Wednesday, December 18, 2013

Spreadsheets. Really?


Illumination
48 x 64
(click for larger view)


Spreadsheets. Not a word I would have ever included on a list of things I might learn about over the course of working on my solo show. But, here I am two years later finding myself creating spreadsheets to keep track of and organize over forty paintings for the show.

The exhibition will hang in two separate venues (Galerie Kornye West and The Botanical Research Institute of Texas) and is organized around the theme of the four seasons in Lennox Woods. Early on, I worked out the number of pieces I would paint for each season and the size ranges and how many in each range, and roughly how many of each would hang in each venue.

As the work begin to take shape, other things needed to be kept track of- what pieces had been photographed, what was finished and what was work in progress, how many of each group still needed to be started, and the frame status for each piece.


Then, some pieces were sold and others left the studio for the gallery. Some pieces were varnished and others had not been (making it easier to work on them again if I wanted to).

When we started working on the catalog I needed to keep track of what information had been given to the designer of the catalog and what was still needed. And, of course, the deadlines to get the work finished, photographed, framed and delivered.

It turns out, spreadsheets are a great way to organize all that information in an easily accessible and organized way. Spreadsheets. Who knew?

Saturday, December 14, 2013

What Might Have Been

What Might Have Been
48 x 40
(click for larger view)


Lennox Woods is a 300+ acre oasis of old growth forest surrounded by fields, pastures, third or fourth cut woods and pine plantations. Driving down the dirt road to its unassuming entrance one can immediately see the change in the landscape. The fact that the Woods exist today is because from the mid 19th century, the Lennox family preserved them, protected them from logging and then gave them to the Nature Conservancy to be protected in perpetuity. It could have all turned out very differently.

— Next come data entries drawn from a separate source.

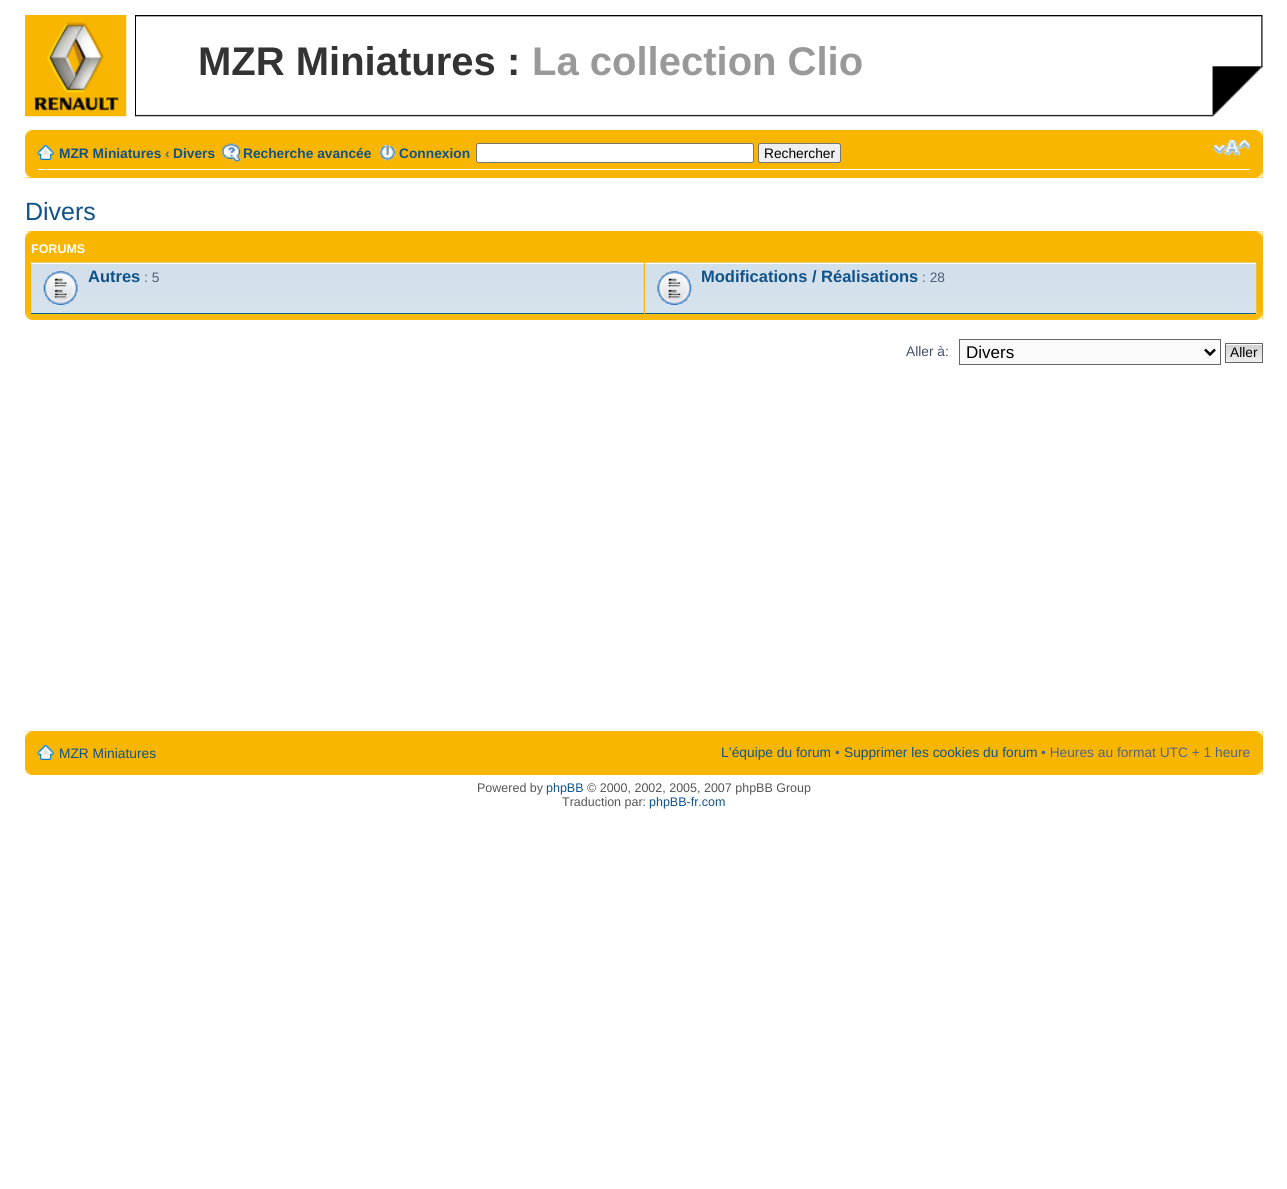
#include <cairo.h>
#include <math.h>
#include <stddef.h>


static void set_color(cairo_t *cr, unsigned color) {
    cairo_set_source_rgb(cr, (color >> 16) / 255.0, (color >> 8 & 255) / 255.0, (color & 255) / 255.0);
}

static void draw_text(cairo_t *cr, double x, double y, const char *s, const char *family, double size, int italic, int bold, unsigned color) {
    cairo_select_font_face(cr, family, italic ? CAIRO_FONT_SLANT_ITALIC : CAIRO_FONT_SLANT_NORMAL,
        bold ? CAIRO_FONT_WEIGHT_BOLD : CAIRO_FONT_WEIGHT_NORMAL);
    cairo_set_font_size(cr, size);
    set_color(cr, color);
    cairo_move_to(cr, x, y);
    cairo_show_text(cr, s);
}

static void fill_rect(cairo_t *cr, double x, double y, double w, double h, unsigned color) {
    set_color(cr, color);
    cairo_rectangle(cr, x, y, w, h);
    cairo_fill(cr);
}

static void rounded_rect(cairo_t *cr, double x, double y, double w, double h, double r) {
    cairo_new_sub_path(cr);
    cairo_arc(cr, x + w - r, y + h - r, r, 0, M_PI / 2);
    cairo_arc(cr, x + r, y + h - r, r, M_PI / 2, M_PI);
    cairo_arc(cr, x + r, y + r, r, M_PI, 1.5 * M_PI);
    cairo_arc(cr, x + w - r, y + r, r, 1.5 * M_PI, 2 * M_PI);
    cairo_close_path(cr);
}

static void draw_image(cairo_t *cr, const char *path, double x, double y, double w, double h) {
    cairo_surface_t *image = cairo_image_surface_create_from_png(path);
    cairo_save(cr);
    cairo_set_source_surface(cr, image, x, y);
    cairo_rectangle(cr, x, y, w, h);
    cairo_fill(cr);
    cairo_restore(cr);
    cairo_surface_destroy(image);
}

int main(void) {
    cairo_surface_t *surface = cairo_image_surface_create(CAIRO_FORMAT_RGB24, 1287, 1189);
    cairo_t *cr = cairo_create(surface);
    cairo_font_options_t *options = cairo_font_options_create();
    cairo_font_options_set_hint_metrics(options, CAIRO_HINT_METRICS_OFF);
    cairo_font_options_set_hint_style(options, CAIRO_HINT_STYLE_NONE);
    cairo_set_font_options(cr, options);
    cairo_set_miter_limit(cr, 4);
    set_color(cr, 0xFFFFFF);
    cairo_paint(cr);
    draw_image(cr, "assets/img1.png", 25, 15, 102, 102);
    draw_image(cr, "assets/img2.png", 135, 15, 1128, 102);
    fill_rect(cr, 135, 15, 1, 101, 0x000000);
    draw_text(cr, 198, 75, "MZR Miniatures :", "Liberation Sans", 40, 0, 1, 0x333333);
    draw_text(cr, 532, 75, "La collection Clio", "Liberation Sans", 40, 0, 1, 0x999999);
    fill_rect(cr, 25, 130, 1238, 48, 0xF8B600);
    draw_image(cr, "assets/img3.png", 25, 130, 7, 7);
    draw_image(cr, "assets/img4.png", 1255, 130, 8, 7);
    fill_rect(cr, 38, 169, 1212, 1, 0xFFFFFF);
    draw_image(cr, "assets/img5.png", 37, 145, 17, 15);
    draw_text(cr, 59, 158, "MZR Miniatures", "Liberation Sans", 13.75, 0, 1, 0x105289);
    draw_text(cr, 165, 158, "‹", "Liberation Sans", 13.75, 0, 1, 0x536482);
    draw_text(cr, 173, 158, "Divers", "Liberation Sans", 13.75, 0, 1, 0x105289);
    draw_image(cr, "assets/img6.png", 221, 143, 21, 19);
    draw_text(cr, 243, 158, "Recherche avancée", "Liberation Sans", 13.75, 0, 1, 0x105289);
    draw_image(cr, "assets/img7.png", 379, 144, 17, 17);
    draw_text(cr, 399, 158, "Connexion", "Liberation Sans", 13.75, 0, 1, 0x105289);
    set_color(cr, 0xFFFFFF);
    rounded_rect(cr, 476.5, 143.5, 277, 19, 2);
    cairo_fill_preserve(cr);
    set_color(cr, 0x767676);
    cairo_set_line_width(cr, 1);
    cairo_stroke(cr);
    set_color(cr, 0xEFEFEF);
    rounded_rect(cr, 758.5, 143.5, 82, 19, 2);
    cairo_fill_preserve(cr);
    set_color(cr, 0x767676);
    cairo_stroke(cr);
    draw_text(cr, 764, 158, "Rechercher", "Liberation Sans", 13.75, 0, 0, 0x000000);
    draw_image(cr, "assets/img8.png", 1213, 139, 37, 17);
    draw_image(cr, "assets/img9.png", 25, 171, 7, 7);
    draw_image(cr, "assets/img10.png", 1256, 171, 7, 7);
    draw_text(cr, 25, 220, "Divers", "Liberation Sans", 25, 0, 0, 0x105289);
    fill_rect(cr, 25, 231, 1238, 89, 0xF8B600);
    draw_image(cr, "assets/img11.png", 25, 311, 1238, 9);
    draw_image(cr, "assets/img12.png", 25, 231, 7, 7);
    draw_image(cr, "assets/img13.png", 1256, 231, 7, 7);
    draw_text(cr, 31, 253, "FORUMS", "Liberation Sans", 12.5, 0, 1, 0xFFFFFF);
    draw_image(cr, "assets/img14.png", 31, 262, 613, 51);
    fill_rect(cr, 31, 263, 613, 1, 0xFFFFFF);
    draw_image(cr, "assets/img18.png", 25, 313, 7, 7);
    fill_rect(cr, 31, 313, 613, 1, 0x00608F);
    draw_image(cr, "assets/img15.png", 43, 271, 35, 34);
    draw_text(cr, 88, 282, "Autres", "Liberation Sans", 16.5, 0, 1, 0x105289);
    draw_text(cr, 144, 282, ": 5", "Liberation Sans", 13.75, 0, 0, 0x4C5D77);
    draw_image(cr, "assets/img19.png", 1256, 313, 7, 7);
    draw_image(cr, "assets/img16.png", 645, 262, 612, 52);
    fill_rect(cr, 645, 263, 611, 1, 0xFFFFFF);
    fill_rect(cr, 645, 313, 611, 1, 0x00608F);
    draw_image(cr, "assets/img17.png", 657, 271, 35, 34);
    draw_text(cr, 701, 282, "Modifications / Réalisations", "Liberation Sans", 16.5, 0, 1, 0x105289);
    draw_text(cr, 922, 282, ": 28", "Liberation Sans", 13.75, 0, 0, 0x4C5D77);
    draw_text(cr, 906, 356, "Aller à:", "Liberation Sans", 13.75, 0, 0, 0x425067);
    set_color(cr, 0xFAFAFA);
    cairo_rectangle(cr, 959.5, 339.5, 261, 25);
    cairo_fill_preserve(cr);
    set_color(cr, 0x666666);
    cairo_stroke(cr);
    cairo_new_path(cr);
    cairo_move_to(cr, 1205, 349.5);
    cairo_line_to(cr, 1210, 354.5);
    cairo_line_to(cr, 1215, 349.5);
    set_color(cr, 0x000000);
    cairo_set_line_width(cr, 2.5);
    cairo_stroke(cr);
    draw_text(cr, 966, 358, "Divers", "Liberation Sans", 17, 0, 0, 0x000000);
    fill_rect(cr, 1226, 344, 36, 1, 0xFAFAFA);
    draw_image(cr, "assets/img20.png", 1226, 345, 36, 17);
    cairo_rectangle(cr, 1225.5, 343.5, 37, 19);
    set_color(cr, 0x666666);
    cairo_set_line_width(cr, 1);
    cairo_stroke(cr);
    draw_text(cr, 1230, 357, "Aller", "Liberation Sans", 13.75, 0, 0, 0x000000);
    fill_rect(cr, 25, 731, 1238, 44, 0xF8B600);
    draw_image(cr, "assets/img12.png", 25, 731, 7, 7);
    draw_image(cr, "assets/img13.png", 1256, 731, 7, 7);
    draw_image(cr, "assets/img5.png", 37, 745, 17, 15);
    draw_text(cr, 59, 758, "MZR Miniatures", "Liberation Sans", 13.75, 0, 0, 0x105289);
    draw_text(cr, 721, 757, "L’équipe du forum", "Liberation Sans", 13.75, 0, 0, 0x105289);
    draw_text(cr, 835, 757, "•", "Liberation Sans", 13.75, 0, 0, 0x536482);
    draw_text(cr, 844, 757, "Supprimer les cookies du forum", "Liberation Sans", 13.75, 0, 0, 0x105289);
    draw_text(cr, 1041, 757, "• Heures au format UTC + 1 heure", "Liberation Sans", 13.75, 0, 0, 0x536482);
    draw_image(cr, "assets/img21.png", 25, 768, 7, 7);
    draw_image(cr, "assets/img22.png", 1256, 768, 7, 7);
    draw_text(cr, 477, 792, "Powered by", "Liberation Sans", 12.5, 0, 0, 0x555555);
    draw_text(cr, 546, 792, "phpBB", "Liberation Sans", 12.5, 0, 0, 0x105289);
    draw_text(cr, 587, 792, "© 2000, 2002, 2005, 2007 phpBB Group", "Liberation Sans", 12.5, 0, 0, 0x555555);
    draw_text(cr, 562, 806, "Traduction par:", "Liberation Sans", 12.5, 0, 0, 0x555555);
    draw_text(cr, 649, 806, "phpBB-fr.com", "Liberation Sans", 12.5, 0, 0, 0x105289);
    cairo_surface_write_to_png(surface, "output.png");
    cairo_font_options_destroy(options);
    cairo_destroy(cr);
    cairo_surface_destroy(surface);
    return 0;
}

I thought a lot about all this while I worked in the Woods over the last two years. But, I also came to understand the idea of "what might have been" in much more personal terms. When I first came to the Woods I had certain ideas about how I would paint them. Although I spent several months just looking and drawing, I did have some preconceived ideas of how I would approach the work. Over time, many of those ideas dissolved and reformed into new ones- influenced both by the Woods themselves and the rhythm of my own life. Those things combined to produce a very different body of work than I would have produced in a shorter span of time or if my own life had not been upended in various ways during the process. I don't know what that work would have been like, but I feel confident that the body of work that I will exhibit this coming March will be stronger, better, and deeper. That is something else I learned in the Woods.

Tuesday, August 13, 2013

A Summer Idyll


I continue to work steadily on the Lennox Woods body of work for my solo show next spring. There will be five large scale paintings - 48 x 60 up to 72 x 96-  and a total of about 42 paintings in the show. I started with the smallest of the "BIGs" as I call them, and am working my way up in size. I am working on several of them at the same time, plus others as well- usually about 8 to 10 pieces at a time. 

In January of 2012 when I first started on this journey, I was out in the Woods one day with Steve and Allen Phillips (the filmmaker for the project). Allen and I managed to wander off the trail. I didn't know my way around the Woods very well back then and neither did Allen. But, he had a GPS on his phone and we knew if we kept heading north we would hit the dirt road that runs along one side of the Preserve. So, we kept going instead of doubling back to find the trail. It was winter so bushwhacking through the Woods wasn't too hard and we got back into some spots that would be hard to find in any other season.  Pretty soon we came upon a small pond. It was a big surprise because the only water I had seen in the Woods was Pecan Bayou and the small streams it spawned throughout the Preserve. This pond looked self contained, although Steve thinks it is fed by a spring on adjacent property. Anyway, having found it, I knew I wanted to come back.

Here is a study for the 60 x 72 painting I am now working on.



A Summer Idyll
20 x 24




I started with lots of sketches, working out my ideas. This is my preferred way to work- hunting for motifs, then using drawings to work out designs and to gather reference materials.



Once I had the design organized and the field reference I needed, I started the 20 x 24 study.





I made a grid of the study and traced the main shapes and lines. I gridded the large canvas with proportional squares with vine charcoal, then drew in the composition.